集落跡から3〜400m進むと、しばらく続いていた上り坂の頂点に達したようだった。
この山手川筋の道では珍しい…というか、多分初めての切り通しで、川に突き出た尾根を僅かにショートカットしていた。
深さ的には隧道でも良かったくらいだが、地質が良くなかったのか、開放的な広がりを持った掘り割りになっていた。
こうして日射しのある場所に出る事自体が、凄く久しぶりな気がした。

なお、この峠のような地点で河床との高低差はおそらく40mくらいである。
路肩から見下ろしても水面が見えないくらい高いが、おそらくこの差も案外早く谷の追い上げに吸収されてしまいそうだ。
というのも、谷の対岸が随分と近くに見える事からも分かるように、もう山手川は小渓流レベルに痩せ細っていて、源流の様相を呈しているようだったから。



切り通し直後の道。
勾配は水平か、やや下りに転じている。
だが、別に下っても嬉しい気はしない。
どうせ戻ってくる事が約束されているので、いま下った分は、少し後に上る羽目になるのだ。

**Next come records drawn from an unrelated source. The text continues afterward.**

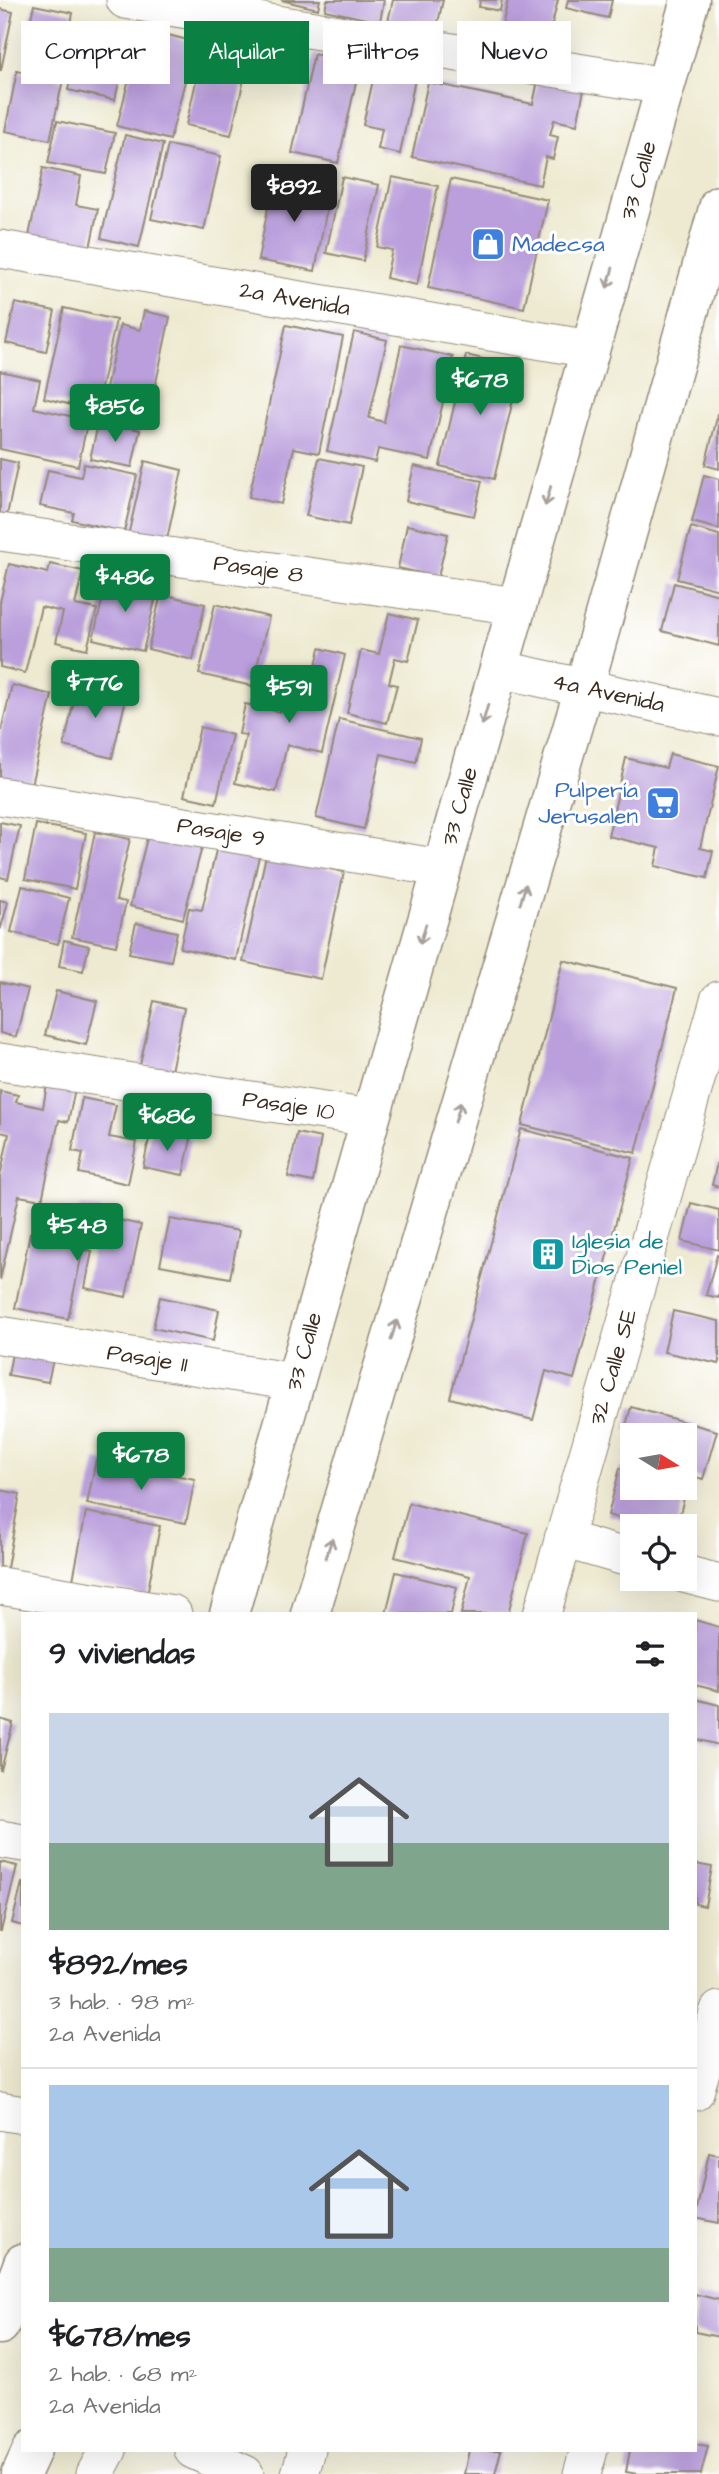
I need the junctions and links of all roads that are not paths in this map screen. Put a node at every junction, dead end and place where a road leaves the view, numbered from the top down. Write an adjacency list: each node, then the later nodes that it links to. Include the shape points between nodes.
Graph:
1 (125, 0): 3 (street)
2 (690, 0): 3 (main road, 33 Calle)
3 (665, 86): 6 (main road, 33 Calle, one-way to 6)
4 (719, 205): 10 (main road)
5 (0, 249): 6 (street, 2a Avenida)
6 (590, 349): 8 (main road, 33 Calle, one-way to 8)
7 (0, 532): 8 (street, Pasaje 8)
8 (517, 606): 9 (main road, 33 Calle)
9 (499, 669): 10 (street, 4a Avenida); 13 (main road, 33 Calle, one-way to 13)
10 (584, 688): 11 (street, 4a Avenida); 26 (main road, one-way to 10)
11 (719, 717)
12 (0, 796): 13 (street, Pasaje 9)
13 (441, 868): 16 (main road, 33 Calle, one-way to 16)
14 (719, 1000): 19 (street, 32 Calle SE)
15 (0, 1062): 16 (street, Pasaje 10)
16 (370, 1118): 18 (main road, 33 Calle)
17 (0, 1335): 18 (street, Pasaje 11)
18 (294, 1382): 25 (main road, 33 Calle)
19 (563, 1539): 20 (street); 27 (street, 32 Calle SE)
20 (620, 1556)
21 (697, 1577): 22 (street)
22 (719, 1583)
23 (0, 1586): 24 (street)
24 (161, 1612)
25 (230, 1612)
26 (311, 1612)
27 (543, 1612)
28 (0, 1839): 29 (street)
29 (21, 1843)
30 (719, 2010): 31 (street)
31 (697, 2085)
32 (0, 2111): 33 (street)
33 (21, 2115)
34 (21, 2268): 35 (main road)
35 (0, 2325)
36 (31, 2452): 41 (main road)
37 (107, 2452): 42 (street)
38 (196, 2452): 43 (street)
39 (306, 2452): 44 (street)
40 (588, 2452): 45 (street)
41 (21, 2474)
42 (95, 2474)
43 (245, 2474)
44 (300, 2474)
45 (582, 2474)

いよいよ路上の堆積物が長年どかされていない状況になっており、落ち葉とか瓦礫ではない、倒木のような目に見える障害物が増え始めた。
どうせ戻ってくるのだから、乗れないならば、自転車は置いて行った方が良い。
それは確かにそうなのだが、この後に案外“乗れる”区間が長く待ち受けているのかも知れないと思うと、なかなか決断が出来なかった。

ここでもやっぱり惰性に勝てず、私は自転車を黙々と押しながら進んでいった。



かなり近付いても気付かず、その上にいたって初めてそれと分かった、朽ちた桟橋地帯。

写真的には緑陰の癒しが支配的であるために長閑な場面に見えるが、実は切り立った路肩が裸で待ち受ける危険地帯だ。
濡れた落ち葉の下に隠れているのが、朽ちてぬめりが出た木の桟橋なのだから、質が悪い。
そもそも、踏み板自体にどれほど耐久力が残っているのかも分からないのである。
これまた、自転車を押す体に緊張を強いられる場面だった。




一向に路面状況が改善する気配が見られなかったので、いつ自転車を捨てるか本気で悩んでいる。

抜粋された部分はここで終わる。